YOUR TASK:
Please find the lines in the entries below that contain the word "roads", and copy each one.

-------------------------

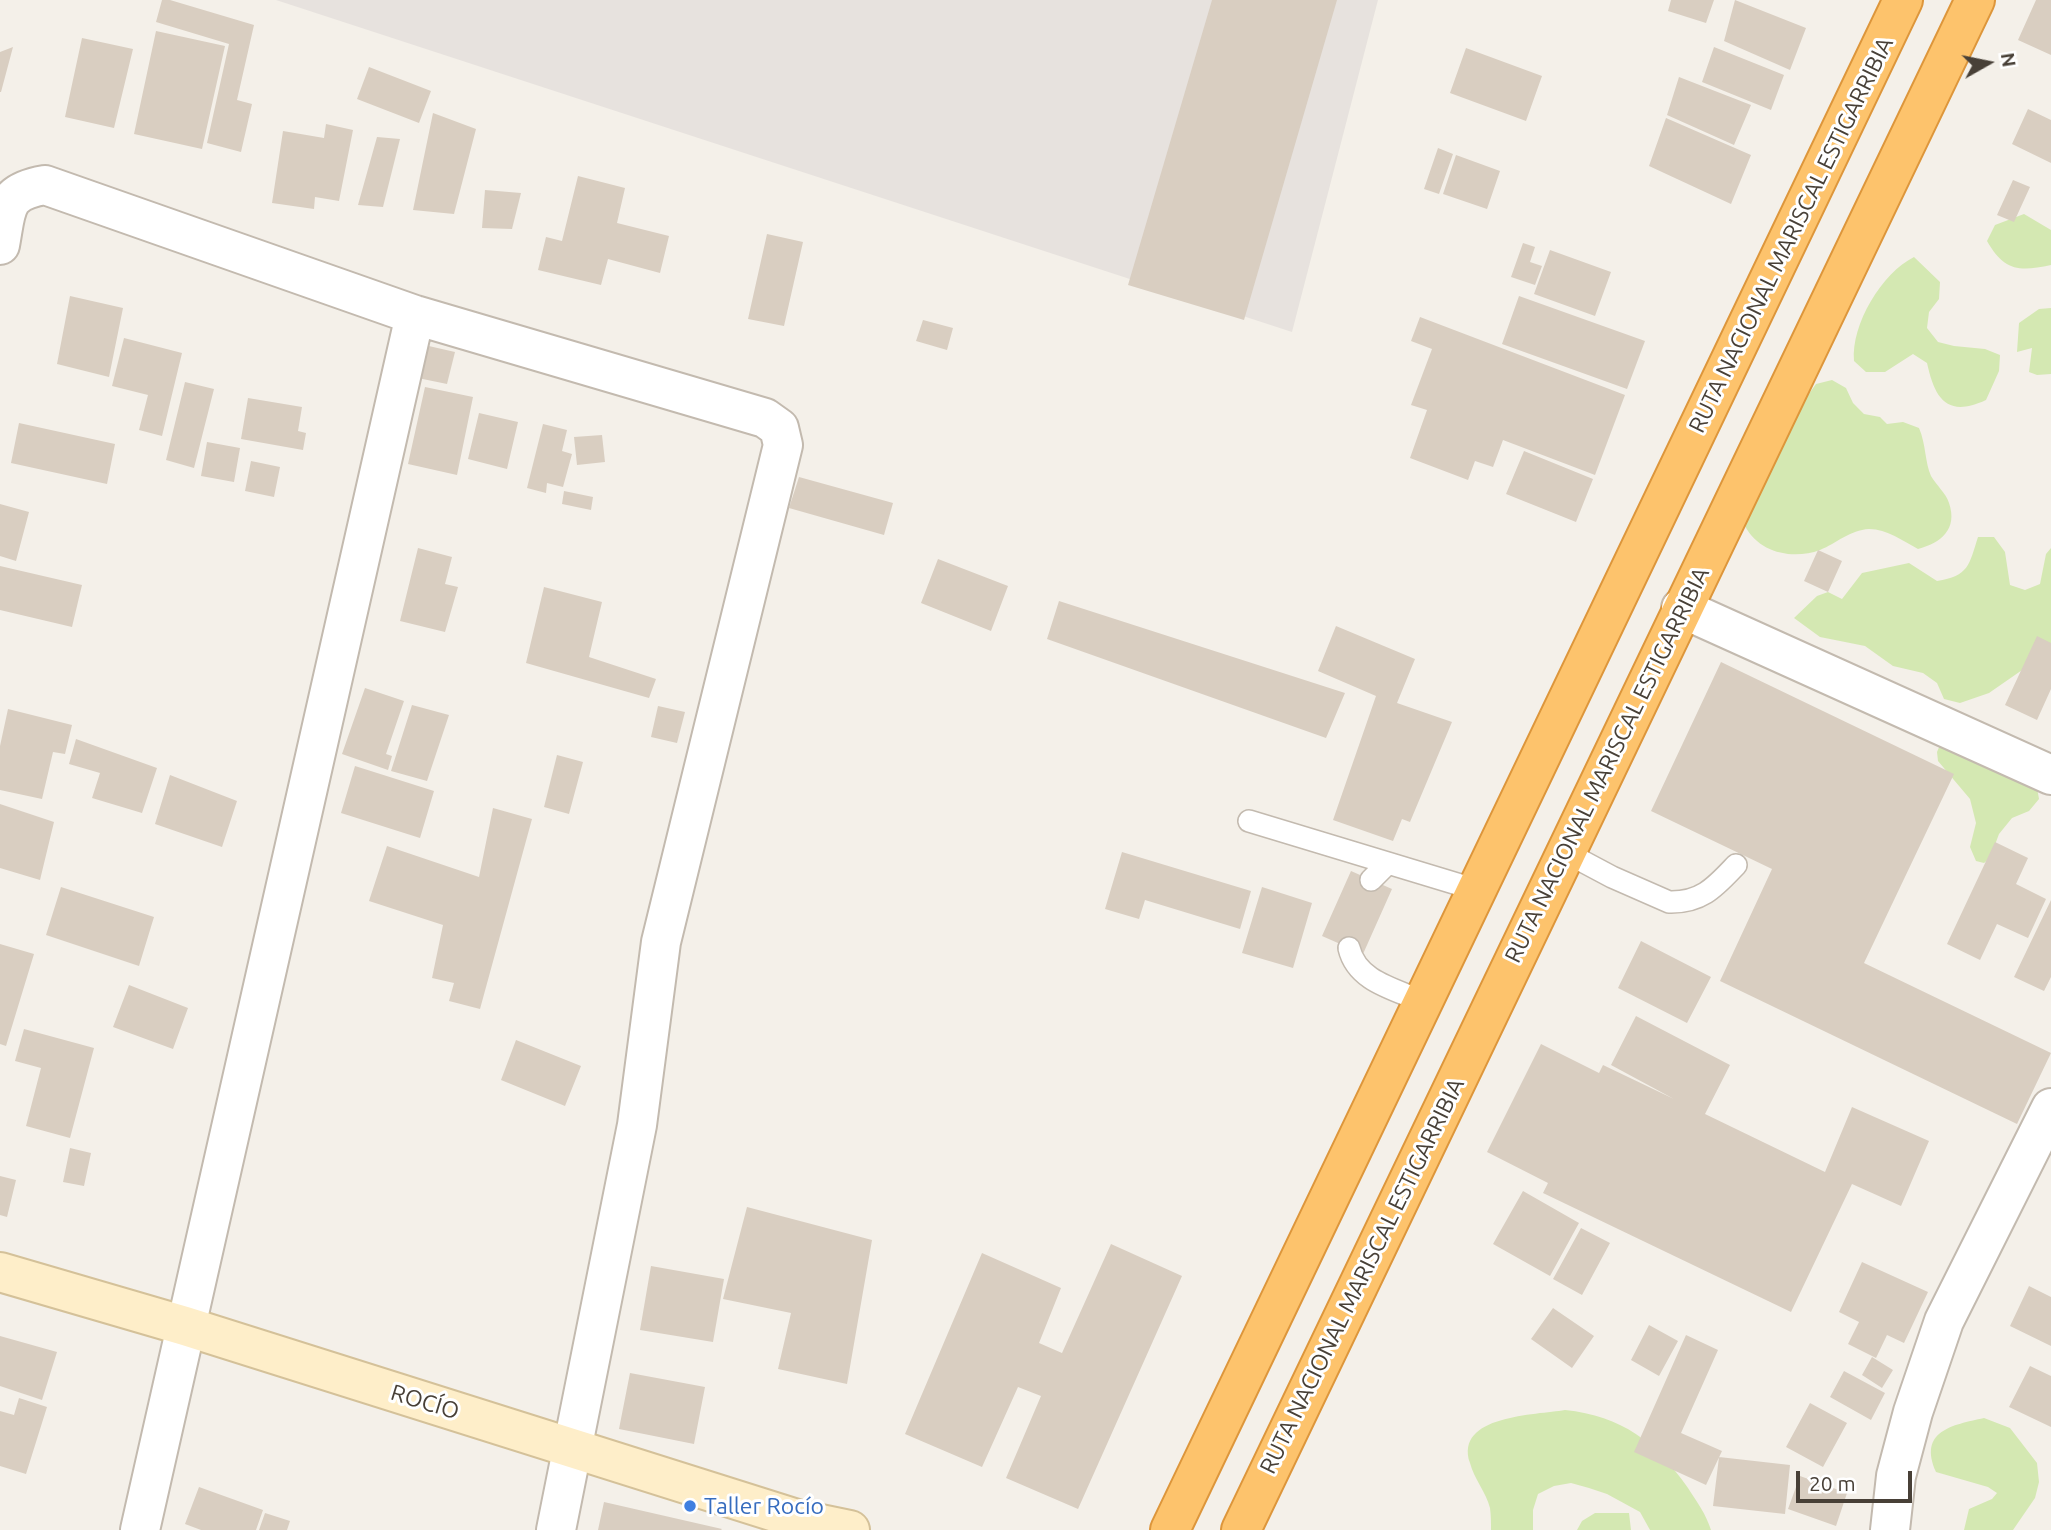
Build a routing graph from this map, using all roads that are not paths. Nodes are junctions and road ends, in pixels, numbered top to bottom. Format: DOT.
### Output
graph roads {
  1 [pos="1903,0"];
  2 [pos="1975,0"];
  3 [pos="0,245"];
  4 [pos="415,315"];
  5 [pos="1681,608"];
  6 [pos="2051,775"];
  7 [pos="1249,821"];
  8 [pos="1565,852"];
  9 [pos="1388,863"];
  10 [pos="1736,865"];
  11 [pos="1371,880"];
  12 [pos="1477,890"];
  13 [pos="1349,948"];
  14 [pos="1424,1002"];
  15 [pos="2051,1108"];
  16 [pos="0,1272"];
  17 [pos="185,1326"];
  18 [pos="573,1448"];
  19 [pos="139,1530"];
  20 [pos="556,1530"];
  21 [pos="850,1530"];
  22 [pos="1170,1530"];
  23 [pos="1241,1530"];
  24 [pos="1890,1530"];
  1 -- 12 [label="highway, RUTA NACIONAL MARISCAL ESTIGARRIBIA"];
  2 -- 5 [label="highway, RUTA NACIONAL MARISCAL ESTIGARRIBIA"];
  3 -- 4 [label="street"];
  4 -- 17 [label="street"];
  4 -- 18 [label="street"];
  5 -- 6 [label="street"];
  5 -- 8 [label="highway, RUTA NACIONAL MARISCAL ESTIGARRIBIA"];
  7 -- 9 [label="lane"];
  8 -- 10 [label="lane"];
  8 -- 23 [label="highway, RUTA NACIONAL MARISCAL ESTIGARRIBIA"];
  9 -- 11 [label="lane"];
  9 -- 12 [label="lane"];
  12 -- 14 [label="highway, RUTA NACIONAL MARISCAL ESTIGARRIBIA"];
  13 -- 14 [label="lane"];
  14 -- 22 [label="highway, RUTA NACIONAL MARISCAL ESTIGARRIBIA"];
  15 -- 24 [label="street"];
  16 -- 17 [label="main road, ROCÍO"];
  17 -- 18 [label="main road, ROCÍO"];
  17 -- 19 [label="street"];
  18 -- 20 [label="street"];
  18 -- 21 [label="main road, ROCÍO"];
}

-------------------------

SOLUTION FOR THIS EXERCISE:
Build a routing graph from this map, using all roads that are not paths. Nodes are junctions and road ends, in pixels, numbered top to bottom. Format: DOT.
graph roads {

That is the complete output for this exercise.